The Archbishop of Canterbury's attempt to heal divisions over homosexuality in the Anglican Communion is on the brink of failure after the Church of Uganda disclosed it is to boycott the next meeting of the communion's central body.

Archbishop of Uganda Stanley Ntagali, who in common with most of his fellow Global South primates is strongly conservative, has openly condemned the "spirit of defiance against Biblical faith and order" that he says "has infected the structures and leadership" of the Anglican Communion.

In a passionate letter that makes clear his disappointment and hurt, he says he feels "betrayed" by Anglican leaders. Accusing the leadership of lacking the will to follow through on discipline, he describes it again as "another deep betrayal".

He said that as a result, Uganda will not be at the Anglican Consultative Council in Lusaka, Zambia in April.

This comes after the US Episcopal Church declared that in spite of "consequences" imposed by the primates in January as a result of its liberal policies on gay ordination and gay marriage, its delegates will attend and vote at the meeting.

In his Lenten letter posted on his website and reported also by George Conger at Anglican Ink, Archbishop Ntgali said he was greatly burdened in praying for his country which has been going through local and national elections. Uganda currently imposes heavy criminal penalties for homosexual activity. 

But his second "burden in prayer" was for the Anglican Communion which he said had been "torn at its deepest level" in 2003 after openly gay Gene Robinson was consecrated Bishop of New Hampshire. He said the communion was "broken" and in need of a new constitution.

"We felt so betrayed," he said, referring to the actions of The Episcopal Church at the time. "It was a double betrayal – betraying the clear message of the Bible and betraying an agreement the primates had made unanimously."

Thirteen years later, with a new Presiding Bishop, Michael Curry, in TEC and a new Archbishop of Canterbury, Justin Welby, Uganda was "cautiously optimistic" that the tear in the fabric of the communion could be repaired and betrayal healed, he continues.

"The overwhelming majority of primates voted that there should be relational consequences for TEC because they are officially promoting false teaching. They should, therefore, not be allowed to represent the Anglican Communion in ecumenical and interfaith dialogues. Likewise, they should not be allowed to vote on matters of doctrine and polity within the Anglican Communion," he said.

This was an important, symbolic vote because it was a rebuke.
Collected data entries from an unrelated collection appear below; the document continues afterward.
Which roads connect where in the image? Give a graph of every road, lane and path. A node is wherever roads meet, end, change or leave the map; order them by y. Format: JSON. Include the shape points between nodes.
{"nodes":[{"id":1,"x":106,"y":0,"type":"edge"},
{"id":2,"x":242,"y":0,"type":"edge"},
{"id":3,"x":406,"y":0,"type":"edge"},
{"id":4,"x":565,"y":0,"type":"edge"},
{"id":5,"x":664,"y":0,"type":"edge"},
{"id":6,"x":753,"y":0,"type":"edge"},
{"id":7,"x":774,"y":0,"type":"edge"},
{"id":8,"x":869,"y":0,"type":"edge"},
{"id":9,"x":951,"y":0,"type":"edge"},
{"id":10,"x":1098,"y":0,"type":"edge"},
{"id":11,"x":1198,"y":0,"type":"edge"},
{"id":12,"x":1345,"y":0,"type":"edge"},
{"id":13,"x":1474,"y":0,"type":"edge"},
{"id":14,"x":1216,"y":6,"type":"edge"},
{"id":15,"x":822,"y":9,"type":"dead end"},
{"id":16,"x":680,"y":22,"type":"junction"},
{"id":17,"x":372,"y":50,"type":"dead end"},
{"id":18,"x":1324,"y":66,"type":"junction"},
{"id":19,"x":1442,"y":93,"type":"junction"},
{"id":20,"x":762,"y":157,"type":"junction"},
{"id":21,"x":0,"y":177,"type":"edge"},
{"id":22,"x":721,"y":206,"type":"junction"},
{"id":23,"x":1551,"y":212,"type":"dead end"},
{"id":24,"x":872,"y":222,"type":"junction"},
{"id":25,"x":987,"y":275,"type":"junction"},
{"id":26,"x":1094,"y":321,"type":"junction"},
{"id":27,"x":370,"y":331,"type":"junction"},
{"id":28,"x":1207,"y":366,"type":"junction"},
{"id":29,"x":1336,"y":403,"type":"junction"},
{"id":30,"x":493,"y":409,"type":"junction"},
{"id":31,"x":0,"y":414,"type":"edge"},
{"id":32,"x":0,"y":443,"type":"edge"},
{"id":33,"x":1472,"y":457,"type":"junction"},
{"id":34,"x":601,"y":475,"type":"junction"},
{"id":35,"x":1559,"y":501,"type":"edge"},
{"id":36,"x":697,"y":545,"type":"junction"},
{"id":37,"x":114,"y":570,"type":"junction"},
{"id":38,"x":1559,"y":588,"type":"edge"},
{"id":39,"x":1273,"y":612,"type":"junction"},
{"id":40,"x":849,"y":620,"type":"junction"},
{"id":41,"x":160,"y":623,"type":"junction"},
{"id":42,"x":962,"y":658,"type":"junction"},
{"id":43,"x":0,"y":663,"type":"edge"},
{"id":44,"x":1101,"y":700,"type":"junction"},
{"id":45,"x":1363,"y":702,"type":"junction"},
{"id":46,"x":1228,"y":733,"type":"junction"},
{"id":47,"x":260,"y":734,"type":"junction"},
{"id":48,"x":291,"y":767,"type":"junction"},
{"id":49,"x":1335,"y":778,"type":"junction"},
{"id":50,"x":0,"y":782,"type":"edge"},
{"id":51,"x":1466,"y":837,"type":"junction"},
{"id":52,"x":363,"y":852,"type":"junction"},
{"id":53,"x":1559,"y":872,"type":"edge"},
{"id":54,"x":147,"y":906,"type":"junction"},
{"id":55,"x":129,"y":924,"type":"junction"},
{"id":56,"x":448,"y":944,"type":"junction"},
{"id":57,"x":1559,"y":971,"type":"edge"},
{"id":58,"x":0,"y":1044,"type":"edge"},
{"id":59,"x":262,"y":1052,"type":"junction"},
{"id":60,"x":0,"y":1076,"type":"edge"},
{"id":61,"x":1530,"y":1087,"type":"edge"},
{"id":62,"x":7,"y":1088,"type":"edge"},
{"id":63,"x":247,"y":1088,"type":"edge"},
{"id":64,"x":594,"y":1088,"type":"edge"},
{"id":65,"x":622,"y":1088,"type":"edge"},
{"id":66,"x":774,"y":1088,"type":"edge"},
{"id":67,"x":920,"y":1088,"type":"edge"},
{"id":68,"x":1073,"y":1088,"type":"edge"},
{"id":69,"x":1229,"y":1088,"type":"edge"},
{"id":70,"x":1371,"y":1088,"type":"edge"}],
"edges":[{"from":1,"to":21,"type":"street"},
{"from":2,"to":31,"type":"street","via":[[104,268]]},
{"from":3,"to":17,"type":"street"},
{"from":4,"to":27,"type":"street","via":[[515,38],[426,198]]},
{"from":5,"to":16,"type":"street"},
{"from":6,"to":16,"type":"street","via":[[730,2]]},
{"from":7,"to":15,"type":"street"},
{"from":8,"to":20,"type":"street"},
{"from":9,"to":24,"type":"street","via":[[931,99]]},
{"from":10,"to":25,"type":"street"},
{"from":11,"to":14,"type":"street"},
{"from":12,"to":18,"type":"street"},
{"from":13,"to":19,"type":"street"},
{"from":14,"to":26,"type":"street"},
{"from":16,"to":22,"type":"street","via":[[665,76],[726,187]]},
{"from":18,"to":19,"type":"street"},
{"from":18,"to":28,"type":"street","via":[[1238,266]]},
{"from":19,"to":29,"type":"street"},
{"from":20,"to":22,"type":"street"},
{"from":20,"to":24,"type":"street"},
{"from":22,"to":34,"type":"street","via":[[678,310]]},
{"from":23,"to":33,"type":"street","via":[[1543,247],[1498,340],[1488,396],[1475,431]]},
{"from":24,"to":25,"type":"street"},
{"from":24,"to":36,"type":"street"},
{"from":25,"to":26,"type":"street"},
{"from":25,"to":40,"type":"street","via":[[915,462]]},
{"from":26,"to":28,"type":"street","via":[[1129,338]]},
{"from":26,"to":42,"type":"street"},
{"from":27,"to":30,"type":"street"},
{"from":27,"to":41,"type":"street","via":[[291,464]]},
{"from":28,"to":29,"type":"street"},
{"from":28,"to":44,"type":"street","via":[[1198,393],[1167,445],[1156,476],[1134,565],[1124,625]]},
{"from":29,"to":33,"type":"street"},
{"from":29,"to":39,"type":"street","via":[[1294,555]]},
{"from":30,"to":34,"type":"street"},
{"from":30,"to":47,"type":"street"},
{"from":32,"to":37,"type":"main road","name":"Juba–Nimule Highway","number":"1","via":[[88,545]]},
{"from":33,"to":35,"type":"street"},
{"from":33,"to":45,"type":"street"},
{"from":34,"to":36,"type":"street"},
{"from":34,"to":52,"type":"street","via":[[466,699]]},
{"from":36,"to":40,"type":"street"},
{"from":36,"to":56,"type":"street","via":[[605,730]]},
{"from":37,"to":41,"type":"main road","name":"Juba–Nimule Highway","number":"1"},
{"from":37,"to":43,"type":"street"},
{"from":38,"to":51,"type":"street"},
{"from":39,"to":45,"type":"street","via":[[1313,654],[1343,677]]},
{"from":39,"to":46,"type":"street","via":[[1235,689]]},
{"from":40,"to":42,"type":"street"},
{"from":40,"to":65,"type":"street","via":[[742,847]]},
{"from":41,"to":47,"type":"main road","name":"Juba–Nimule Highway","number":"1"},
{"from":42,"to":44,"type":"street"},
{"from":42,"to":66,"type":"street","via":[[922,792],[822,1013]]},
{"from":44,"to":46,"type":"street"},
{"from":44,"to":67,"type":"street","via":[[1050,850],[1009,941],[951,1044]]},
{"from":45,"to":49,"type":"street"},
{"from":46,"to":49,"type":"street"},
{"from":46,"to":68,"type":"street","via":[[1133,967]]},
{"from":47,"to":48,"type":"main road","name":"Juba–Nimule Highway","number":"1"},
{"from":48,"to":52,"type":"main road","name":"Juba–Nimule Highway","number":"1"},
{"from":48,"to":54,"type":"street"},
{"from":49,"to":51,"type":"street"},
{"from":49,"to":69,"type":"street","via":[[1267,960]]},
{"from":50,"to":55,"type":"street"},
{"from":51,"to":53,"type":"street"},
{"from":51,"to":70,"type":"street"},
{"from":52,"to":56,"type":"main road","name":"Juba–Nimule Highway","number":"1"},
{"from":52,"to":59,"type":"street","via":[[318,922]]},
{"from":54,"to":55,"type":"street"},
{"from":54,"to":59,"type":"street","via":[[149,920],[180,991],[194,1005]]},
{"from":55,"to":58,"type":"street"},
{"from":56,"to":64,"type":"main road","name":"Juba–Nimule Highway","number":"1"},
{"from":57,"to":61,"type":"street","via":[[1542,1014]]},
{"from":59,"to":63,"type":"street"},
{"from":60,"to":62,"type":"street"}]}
It also enabled the primates to re-state their commitment to the doctrine of marriage as between one man and one woman, and in line with resolution 1.10 of the 1998 Lambeth Conference.

Recent statements by TEC and others had made clear this was a "symbolic" and not a "substantive" vote.

Archbishop Ntgali, who was the only primate to leave the meeting before the vote, "Brothers and sisters in Christ, it is like we are back in 2003 where we continue to be betrayed by our leaders. The Primates voted to bring discipline to TEC and, yet, we now see that the leadership of the Anglican Communion does not have the will to follow through. This is another deep betrayal."

He also explained he left the meeting early because he sensed that the leadership was "not serious" about restoring Biblical faith within the Communion.

"A spirit of defiance against Biblical faith and order has infected the structures and leadership of the Anglican Communion. It is a very sad season in the life of our Anglican Communion."

He said the Church of Uganda's Provincial Assembly has resolved that the Church of Uganda will not take in meetings of the Anglican Communion until "godly order" is restored. "This has not yet happened. The Church of Uganda, therefore, will not be participating in the upcoming April meeting of the Anglican Consultative Council in Lusaka."

He and other primates will debate what they do next at the next meeting of the Gafcon Primates Council meeting in Chile in April.